1) If you connect to a Frame-Relay network (Frame-Relay switched connected to each other), you can create various circuits between any entry points.  However, a full-meshed topology quickly becomes expensive to expand (if you pay per circuit), which is why most implementations used the hub-and-spoke topology.  However, it is also possible to configure frame-relay encapsulation over simple serial point-to-point links, if you have the need to have different sub-interfaces.

2) You are not able to configure frame-relay encapsulation over Ethernet:  Frame-relay is only applicable on serial interfaces (as far as I'm aware).  Sub-interfaces is possible on Ethernet, but this uses 802.1Q trunking (or the older Cisco-proprietary ISL) to tag frames withparticular VLAN-ID.

3) OSPF on Serial interfaces using frame-relay, X.25 and ATM will default to NBMA, but if it uses point-to-point encapsulations (like PPP and HDLC) it will default to point-to-point mode.  Since Ethernet does have broadcast capability, it will aoutomatically join the defined multicast group, and does not need any special treatment.  In fact, Im not even sure that you can change it to any other mode.

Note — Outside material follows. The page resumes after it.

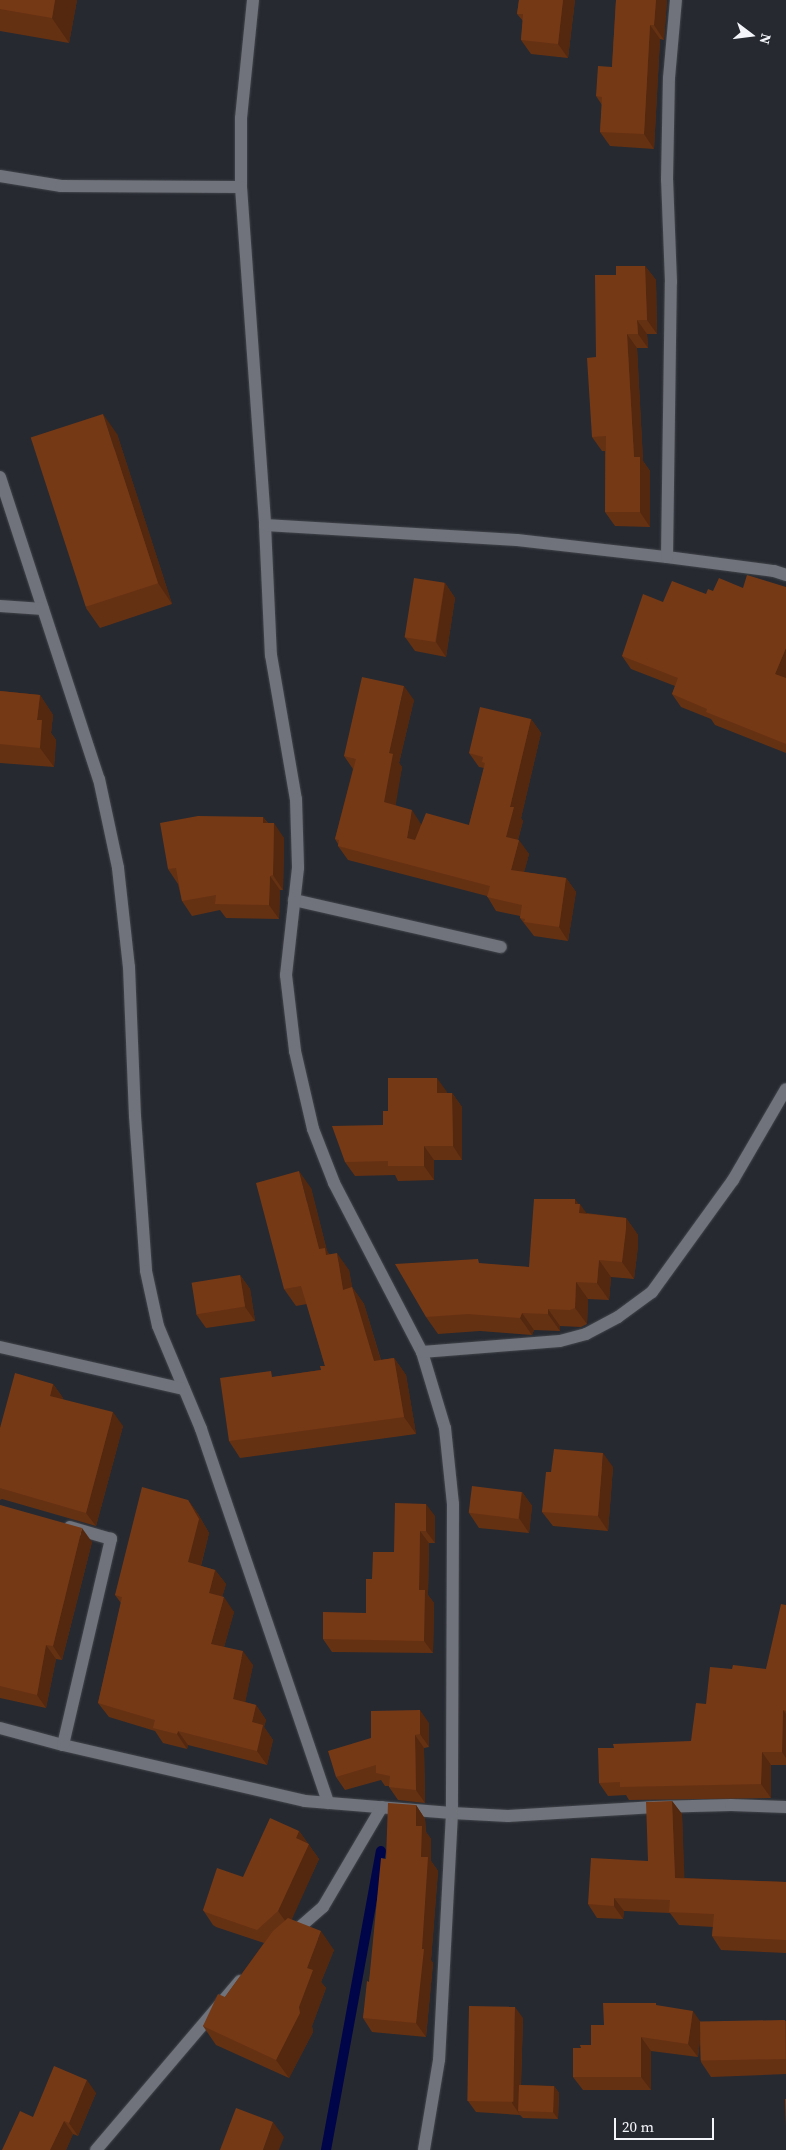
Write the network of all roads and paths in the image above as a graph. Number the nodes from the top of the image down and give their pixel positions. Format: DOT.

4) As Don said: FR might be more at this stage, but MPLS is rapidly gaining, and will overtake FR pretty soon, if it hasn't already done so.
jskfanAuthor Commented:
FR configuration involves the administrator.
I wonder if MPLS involves the Administrator in regards to configuration or it is taken care by the FR provider
Don JohnstonConnect With a Mentor InstructorCommented:
Frame-Relay and MPLS are both services that are offered by a provider.

Both services require configuration on the customer equipment.